Background: Rheumatic fever (RF) and rheumatic heart disease (RHD) are leading causes of cardiovascular mortality and morbidity in developing countries.
Objectives: To describe the clinical and echocardiographic features of children with RF and RHD and compare these features with their serum C-reactive protein in 2 pediatric cardiology centers in Khartoum.
Methodology: It was a prospective cross sectional study. Patients were examined clinically and by echocardiography. Serum high sensitivity C-reactive protein (hsCRP) was measured from children with Acute RF as well as from healthy age and sex matched controls selected from children attending the clinics. Statistical Analysis Used: Mean and standard deviation, P value using Fisher’s exact test.

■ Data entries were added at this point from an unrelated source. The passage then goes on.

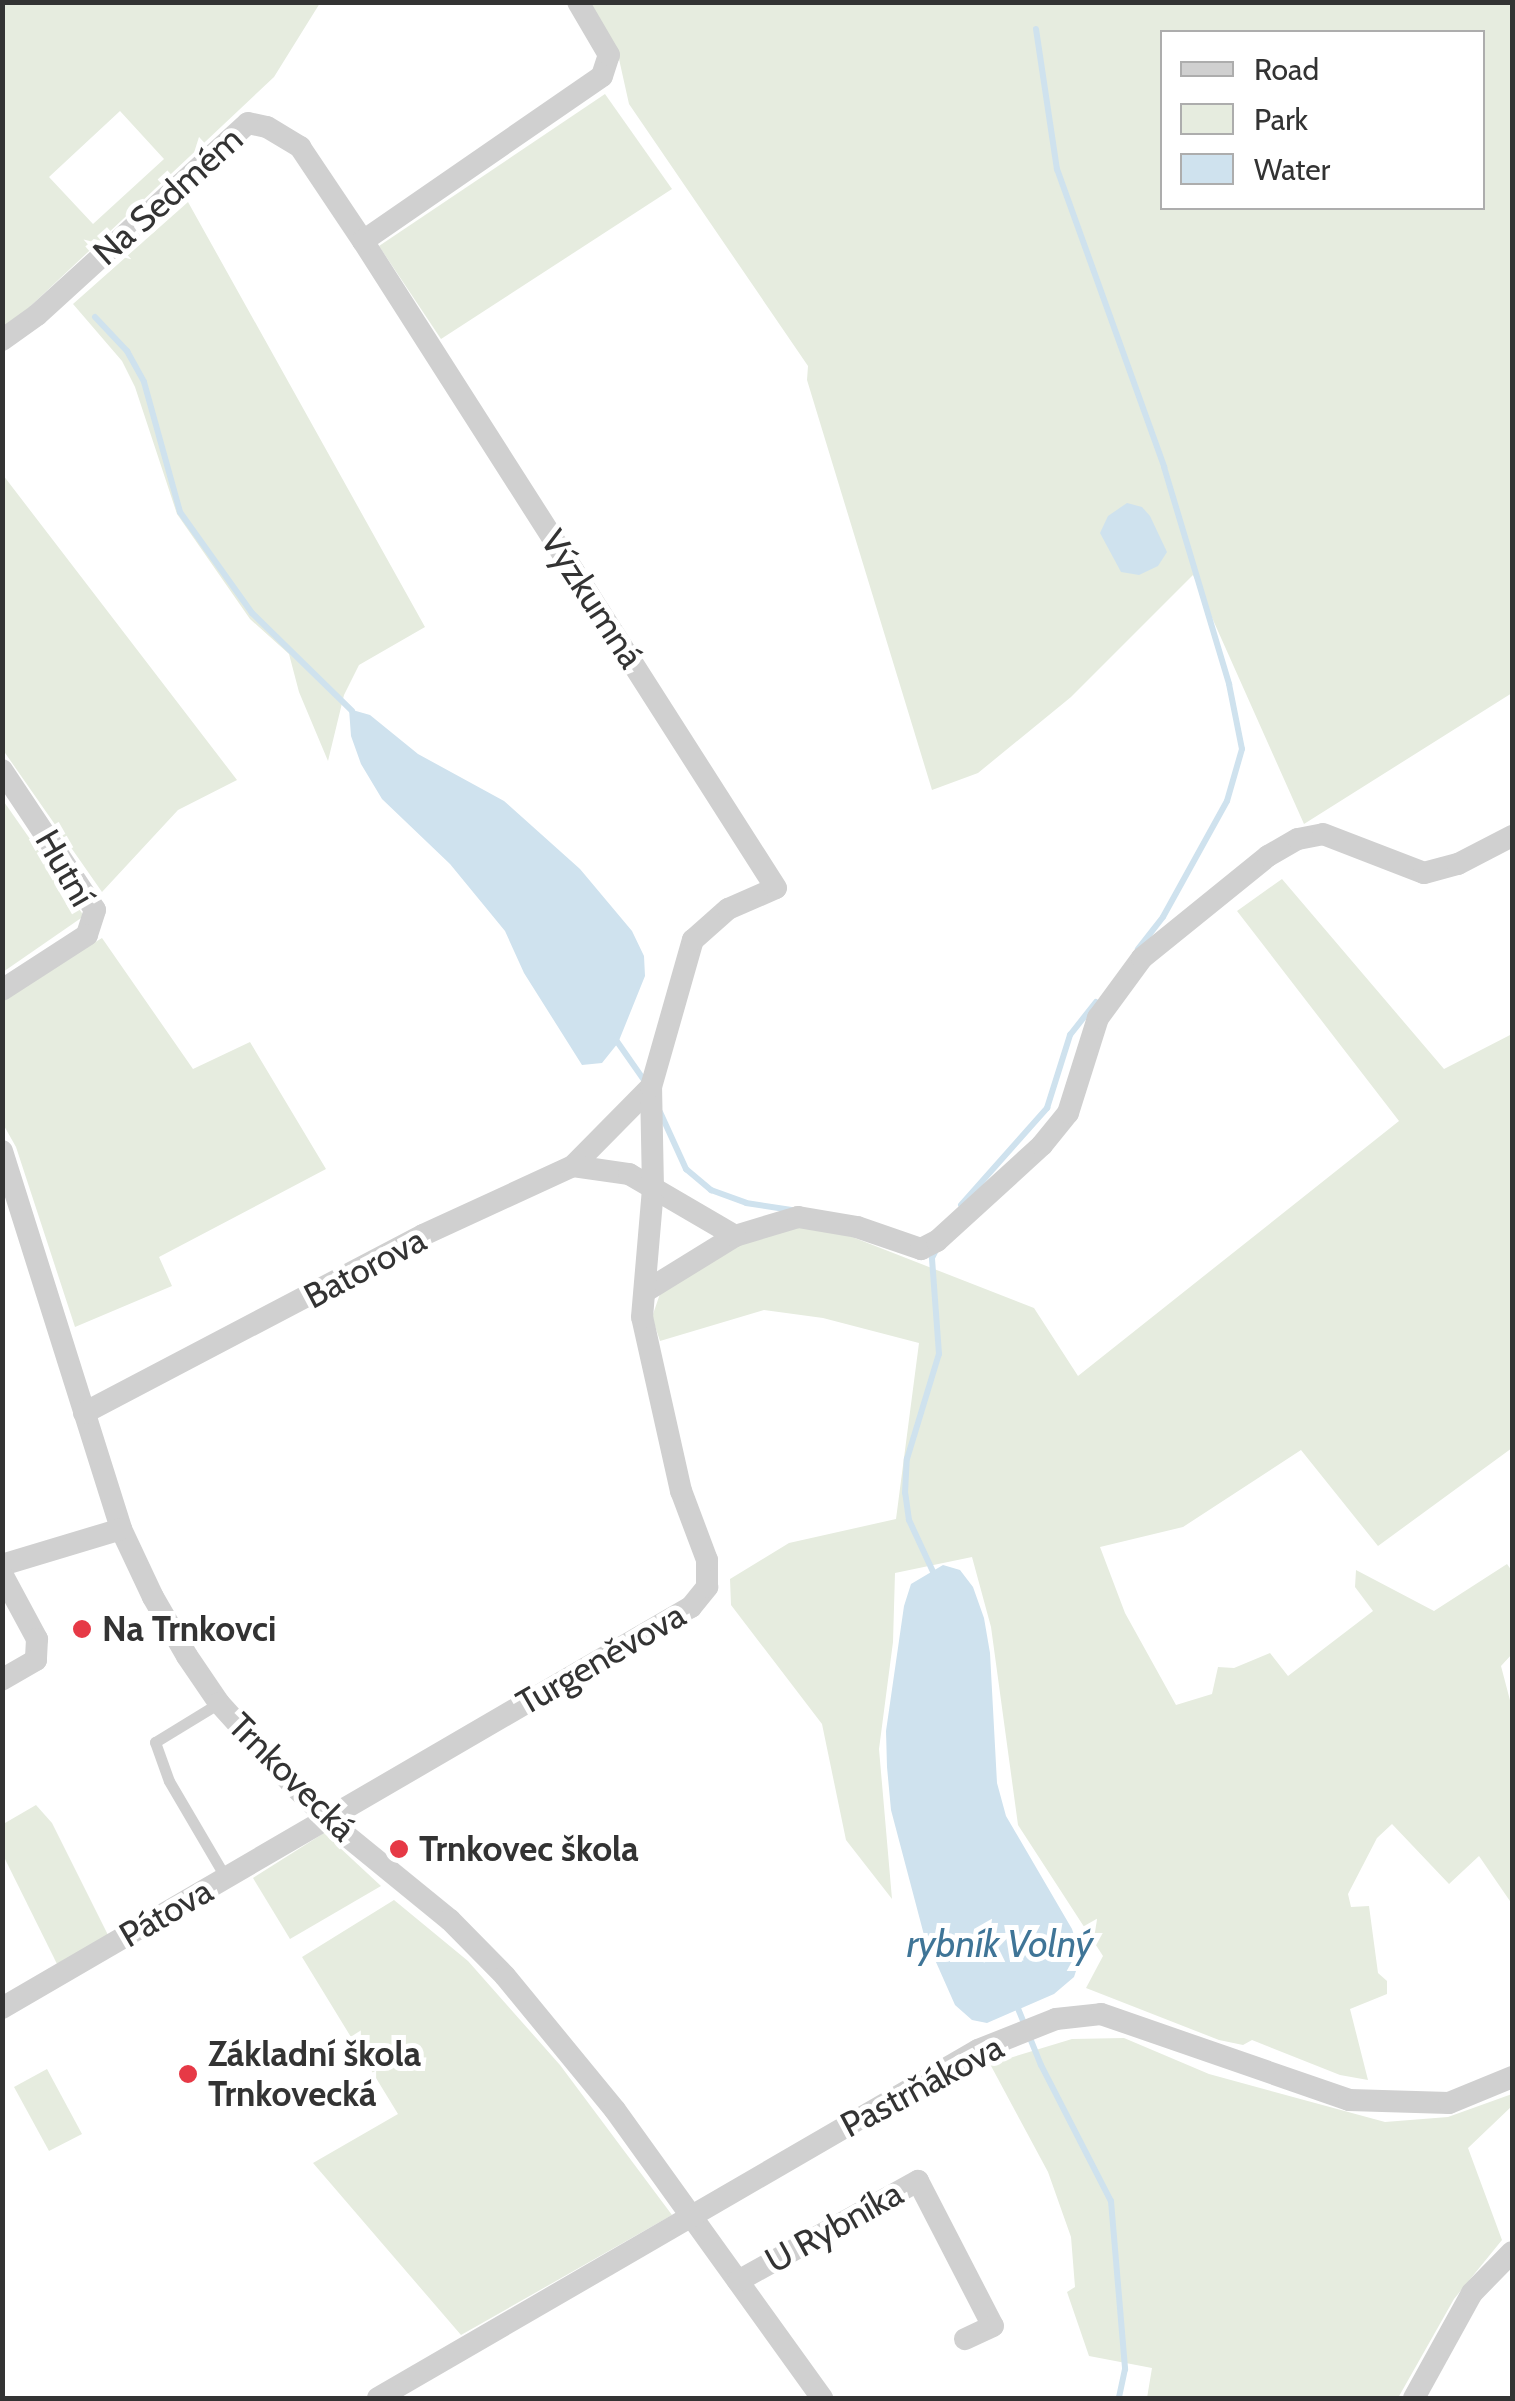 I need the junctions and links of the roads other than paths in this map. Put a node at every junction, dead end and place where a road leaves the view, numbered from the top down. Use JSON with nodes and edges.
{"nodes":[{"id":1,"x":578,"y":2,"type":"edge"},
{"id":2,"x":363,"y":241,"type":"junction"},
{"id":3,"x":2,"y":340,"type":"edge"},
{"id":4,"x":2,"y":770,"type":"edge"},
{"id":5,"x":1512,"y":836,"type":"edge"},
{"id":6,"x":2,"y":990,"type":"edge"},
{"id":7,"x":651,"y":1086,"type":"junction"},
{"id":8,"x":2,"y":1151,"type":"edge"},
{"id":9,"x":574,"y":1166,"type":"junction"},
{"id":10,"x":653,"y":1189,"type":"junction"},
{"id":11,"x":736,"y":1236,"type":"junction"},
{"id":12,"x":646,"y":1290,"type":"junction"},
{"id":13,"x":84,"y":1413,"type":"junction"},
{"id":14,"x":121,"y":1529,"type":"junction"},
{"id":15,"x":2,"y":1565,"type":"edge"},
{"id":16,"x":2,"y":1574,"type":"edge"},
{"id":17,"x":2,"y":1680,"type":"edge"},
{"id":18,"x":220,"y":1703,"type":"junction"},
{"id":19,"x":328,"y":1818,"type":"junction"},
{"id":20,"x":226,"y":1878,"type":"junction"},
{"id":21,"x":2,"y":2008,"type":"edge"},
{"id":22,"x":1512,"y":2077,"type":"edge"},
{"id":23,"x":692,"y":2216,"type":"junction"},
{"id":24,"x":1512,"y":2252,"type":"edge"},
{"id":25,"x":738,"y":2281,"type":"junction"},
{"id":26,"x":964,"y":2340,"type":"dead end"},
{"id":27,"x":378,"y":2398,"type":"edge"},
{"id":28,"x":822,"y":2398,"type":"edge"},
{"id":29,"x":1414,"y":2398,"type":"edge"}],
"edges":[{"from":1,"to":2,"type":"street"},
{"from":2,"to":3,"type":"street","name":"Na Sedmém"},
{"from":2,"to":7,"type":"street","name":"Výzkumná"},
{"from":4,"to":6,"type":"street","name":"Hutní"},
{"from":5,"to":11,"type":"street"},
{"from":7,"to":9,"type":"street"},
{"from":7,"to":10,"type":"street","name":"Výzkumná"},
{"from":8,"to":13,"type":"street","name":"Trnkovecká"},
{"from":9,"to":10,"type":"street"},
{"from":9,"to":13,"type":"street","name":"Batorova"},
{"from":10,"to":11,"type":"street"},
{"from":10,"to":12,"type":"street","name":"Výzkumná"},
{"from":11,"to":12,"type":"street"},
{"from":12,"to":19,"type":"street","name":"Turgeněvova"},
{"from":13,"to":14,"type":"street","name":"Trnkovecká"},
{"from":14,"to":15,"type":"street"},
{"from":14,"to":18,"type":"street","name":"Trnkovecká"},
{"from":16,"to":17,"type":"street"},
{"from":18,"to":19,"type":"street","name":"Trnkovecká"},
{"from":18,"to":20,"type":"lane"},
{"from":19,"to":20,"type":"street","name":"Pátova"},
{"from":19,"to":23,"type":"street","name":"Trnkovecká"},
{"from":20,"to":21,"type":"street","name":"Pátova"},
{"from":22,"to":23,"type":"street","name":"Pastrňákova"},
{"from":23,"to":25,"type":"street","name":"Trnkovecká"},
{"from":23,"to":27,"type":"street","name":"Pastrňákova"},
{"from":24,"to":29,"type":"street"},
{"from":25,"to":26,"type":"street","name":"U Rybníka"},
{"from":25,"to":28,"type":"street","name":"Trnkovecká"}]}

Results: Sixty six patients (45% males) were enrolled. Mitral regurgitation (MR) was found in 65 patients (98%), it was severe in 42 patients (64%), combined with aortic regurgitation (AR) in 27 patients (41%) and with Mitral stenosis (MS) in 3 patients (4.5%). For patients with carditis, hsCRP ranged between 1.10 and 15 mg/l (mean 8.0817, SD 4.47). In the control group it was 0.6-1.3 mg/l (mean 0.93 SD 0.23) P<0.0001.Patients with Acute RF had hsCRP mean of 12.35 mg/l (SD 2.11) while those with chronic RHD had hsCRP mean of 7.34 mg/l (SD 4.16), P<0.0001.
Conclusion: RHD is manifested in our patients with severe valve damage dominated by MR and there is evidence of an ongoing inflammation during the chronic phase. RHD is manifested in a severe form in Sudan. High sensitivity CRP is elevated in acute phase as well as in the chronic phase.
Key Words: Rheumatic carditis, C-reactive protein.